2019 Vankor 350
- Date: March 29, 2019
- Location: Texas Motor Speedway in Fort Worth, Texas
- Course: Permanent racing facility
- Course length: 1.5 miles (2.414 km)
- Distance: 147 laps, 220.5 mi (354.860 km)

Pole position
- Driver: Grant Enfinger; / ThorSport Racing
- Time: 28.823

Most laps led
- Driver: Kyle Busch / Kyle Busch Motorsports
- Laps: 97

Winner
- No. 51: Kyle Busch / Kyle Busch Motorsports

Television in the United States
- Network: FS1

Radio in the United States
- Radio: MRN

= 2019 Vankor 350 =

The 2019 Vankor 350 was a NASCAR Gander Outdoors Truck Series race held on March 29, 2019, at Texas Motor Speedway in Fort Worth, Texas.

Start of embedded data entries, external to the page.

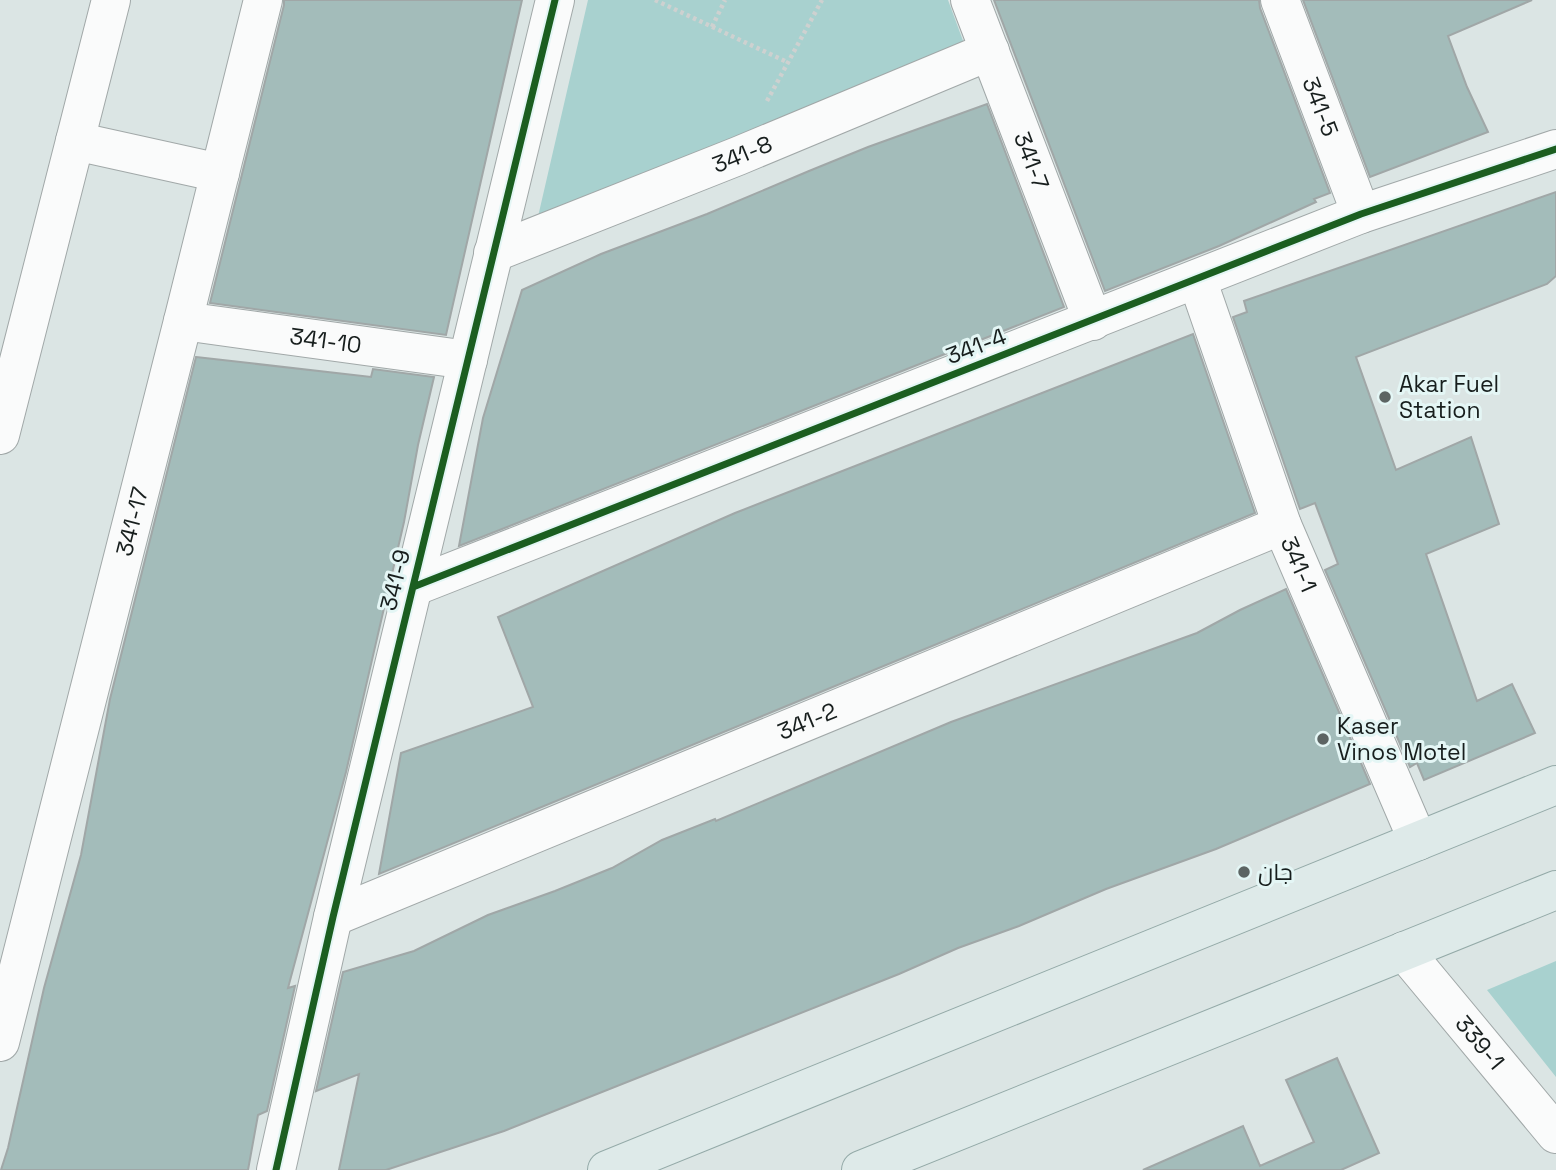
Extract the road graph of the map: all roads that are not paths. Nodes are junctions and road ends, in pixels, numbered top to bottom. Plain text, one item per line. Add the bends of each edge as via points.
1 (111, 0) edge
2 (263, 0) edge
3 (555, 0) edge
4 (970, 0) edge
5 (1280, 0) edge
6 (990, 51) junction
7 (75, 141) junction
8 (1556, 149) edge
9 (220, 173) junction
10 (1361, 214) junction
11 (493, 253) junction
12 (1197, 279) junction
13 (183, 321) junction
14 (1093, 321) junction
15 (468, 360) junction
16 (0, 435) edge
17 (1282, 525) junction
18 (413, 587) junction
19 (1556, 785) edge
20 (1418, 841) junction
21 (1556, 890) edge
22 (333, 918) junction
23 (1404, 951) junction
24 (0, 1042) edge
25 (1556, 1134) edge
26 (276, 1170) edge
27 (607, 1170) edge
28 (861, 1170) edge

1 - 7 street
2 - 9 street, 341-17
3 - 11 street, 341-9
4 - 6 street, 341-7
5 - 10 street, 341-5
6 - 11 street, 341-8
6 - 14 street, 341-7
7 - 9 street
7 - 16 street
8 - 10 street, 341-4
9 - 13 street, 341-17
10 - 12 street, 341-4
11 - 15 street, 341-9
12 - 14 street, 341-4
12 - 17 street, 341-1
13 - 15 street, 341-10
13 - 24 street, 341-17
14 - 18 street, 341-4
15 - 18 street, 341-9
17 - 20 street, 341-1
17 - 22 street, 341-2
18 - 22 street, 341-9
19 - 20 main road
20 - 27 main road
21 - 23 main road
22 - 26 street, 341-9
23 - 25 street, 339-1
23 - 28 main road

Contested over 147 laps on the 1.5 mi intermediate quad-oval, it was the 5th race of the 2019 NASCAR Gander Outdoors Truck Series season.

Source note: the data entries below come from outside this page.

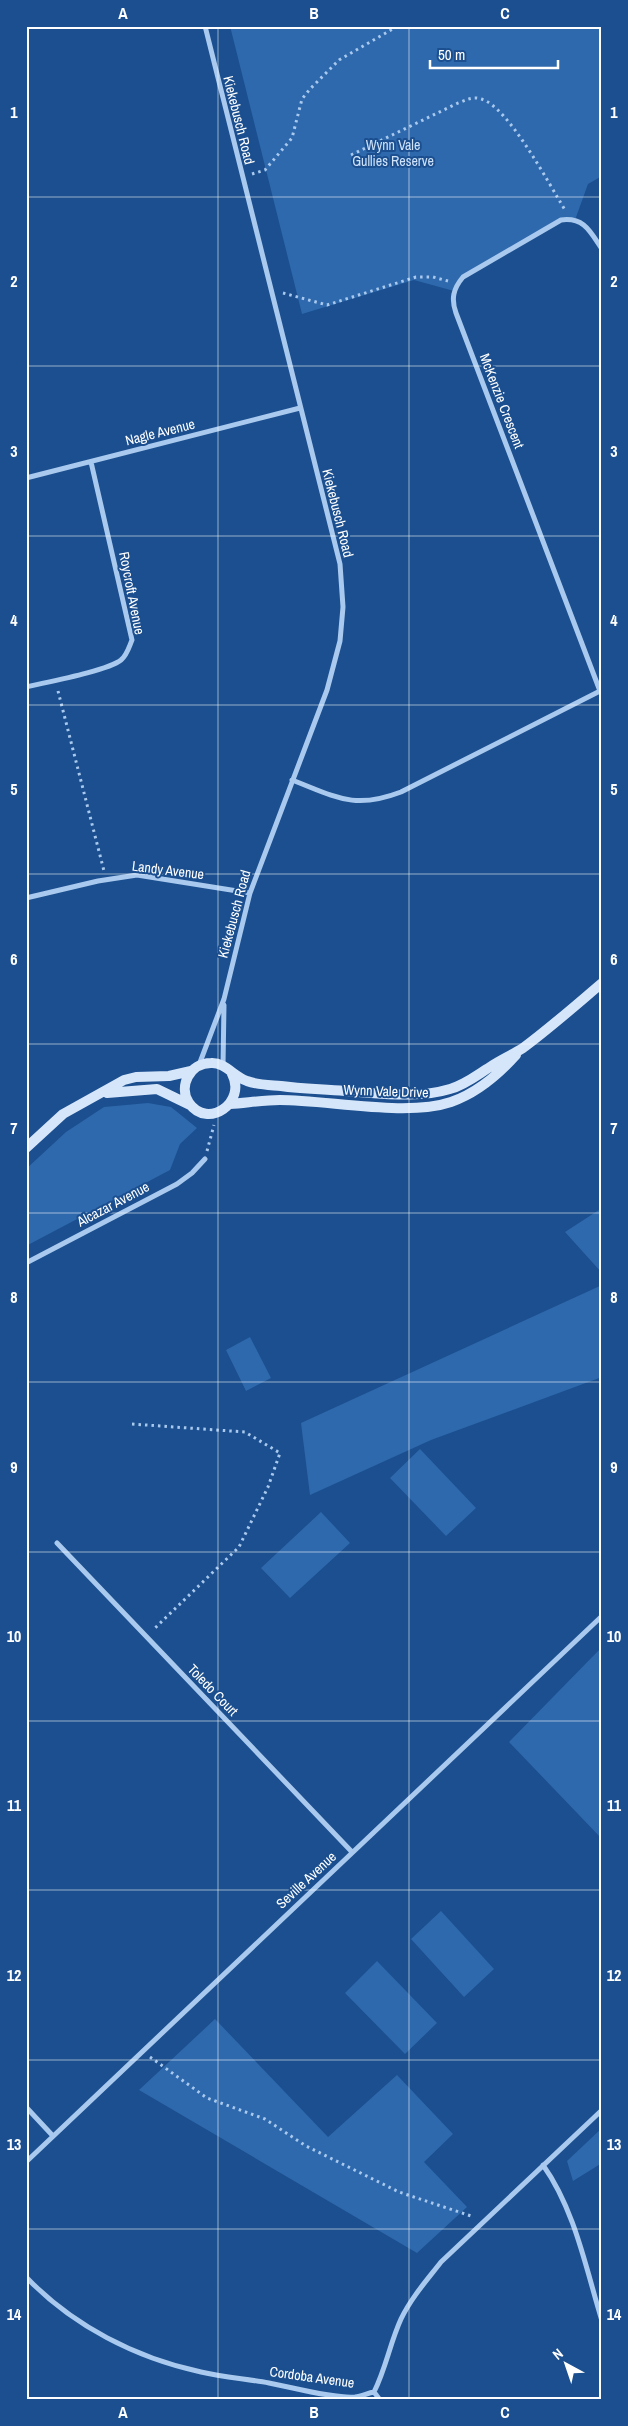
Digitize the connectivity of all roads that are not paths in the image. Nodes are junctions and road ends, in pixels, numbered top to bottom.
1 (204, 26) edge
2 (602, 249) edge
3 (300, 408) junction
4 (90, 462) junction
5 (26, 478) edge
6 (26, 687) edge
7 (601, 690) edge
8 (292, 780) junction
9 (250, 893) junction
10 (26, 898) edge
11 (602, 983) edge
12 (224, 999) junction
13 (521, 1049) junction
14 (223, 1066) junction
15 (195, 1068) junction
16 (232, 1074) junction
17 (98, 1094) junction
18 (230, 1104) junction
19 (190, 1105) junction
20 (26, 1148) edge
21 (205, 1159) road end
22 (26, 1263) edge
23 (57, 1543) dead end
24 (602, 1616) edge
25 (352, 1852) junction
26 (26, 2107) edge
27 (602, 2110) edge
28 (53, 2136) junction
29 (26, 2162) edge
30 (543, 2165) junction
31 (26, 2277) edge
32 (602, 2321) edge
33 (374, 2392) junction
34 (380, 2400) edge

1 - 3 street, Kiekebusch Road
2 - 7 street, McKenzie Crescent
3 - 4 street, Nagle Avenue
3 - 8 street, Kiekebusch Road
4 - 5 street, Nagle Avenue
4 - 6 street, Roycroft Avenue
7 - 8 street, McKenzie Crescent
8 - 9 street, Kiekebusch Road
9 - 10 street, Landy Avenue
9 - 12 street, Kiekebusch Road
11 - 13 main road, Wynn Vale Drive
12 - 14 street, Kiekebusch Road
12 - 15 street, Kiekebusch Road
13 - 16 main road, Wynn Vale Drive
13 - 18 main road, Wynn Vale Drive
14 - 15 main road
14 - 16 main road
15 - 17 main road
15 - 19 main road
16 - 18 main road
17 - 19 main road
17 - 20 main road
18 - 19 main road
21 - 22 street, Alcazar Avenue
23 - 25 street, Toledo Court
24 - 25 street, Seville Avenue
25 - 28 street, Seville Avenue
26 - 28 street
27 - 30 street, Cordoba Avenue
28 - 29 street, Seville Avenue
30 - 32 street
30 - 33 street, Cordoba Avenue
31 - 33 street, Cordoba Avenue
33 - 34 street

Kyle Busch Motorsports driver Kyle Busch took his 4th victory in as many starts in 2019, leading 97 of the 147 laps on his way to the win ahead of Stewart Friesen (Halmar Friesen Racing) and Johnny Sauter (ThorSport Racing).

==Entry list==

| No. | Driver | Team | Manufacturer |
|---|---|---|---|
| 1 | Bayley Currey | Vizion Motorsports | Toyota |
| 02 | Tyler Dippel (R) | Young's Motorsports | Chevrolet |
| 2 | Sheldon Creed (R) | GMS Racing | Chevrolet |
| 3 | Jordan Anderson | Jordan Anderson Racing | Chevrolet |
| 04 | Cory Roper | Roper Racing | Ford |
| 4 | Todd Gilliland | Kyle Busch Motorsports | Toyota |
| 6 | Norm Benning | Norm Benning Racing | Chevrolet |
| 7 | Korbin Forrister | All Out Motorsports | Toyota |
| 8 | Joe Nemechek | NEMCO Motorsports | Chevrolet |
| 9 | Codie Rohrbaugh | Grant County Mulch Racing | Chevrolet |
| 10 | Jennifer Jo Cobb | Jennifer Jo Cobb Racing | Chevrolet |
| 12 | Gus Dean (R) | Young's Motorsports | Chevrolet |
| 13 | Johnny Sauter | ThorSport Racing | Ford |
| 16 | Austin Hill | Hattori Racing Enterprises | Toyota |
| 17 | Tyler Ankrum (R) | DGR-Crosley | Toyota |
| 18 | Harrison Burton (R) | Kyle Busch Motorsports | Toyota |
| 20 | Spencer Boyd (R) | Young's Motorsports | Chevrolet |
| 22 | Bubba Wallace (i) | AM Racing | Chevrolet |
| 24 | Brett Moffitt | GMS Racing | Chevrolet |
| 30 | Brennan Poole (R) | On Point Motorsports | Toyota |
| 33 | Josh Reaume | Reaume Brothers Racing | Chevrolet |
| 34 | Jesse Iwuji | Reaume Brothers Racing | Chevrolet |
| 42 | Garrett Smithley (i) | Chad Finley Racing | Chevrolet |
| 44 | Angela Ruch | Niece Motorsports | Chevrolet |
| 45 | Ross Chastain (i) | Niece Motorsports | Chevrolet |
| 49 | Ray Ciccarelli | CMI Motorsports | Chevrolet |
| 51 | Kyle Busch (i) | Kyle Busch Motorsports | Toyota |
| 52 | Stewart Friesen | Halmar Friesen Racing | Chevrolet |
| 54 | Anthony Alfredo | DGR-Crosley | Toyota |
| 87 | Timmy Hill (i) | NEMCO Motorsports | Chevrolet |
| 88 | Matt Crafton | ThorSport Racing | Ford |
| 97 | Jesse Little | JJL Motorsports | Ford |
| 98 | Grant Enfinger | ThorSport Racing | Ford |
| 99 | Ben Rhodes | ThorSport Racing | Ford |

==Practice==

===First practice===
Johnny Sauter was the fastest in the first practice session with a time of 29.098 seconds and a speed of 185.580 mph.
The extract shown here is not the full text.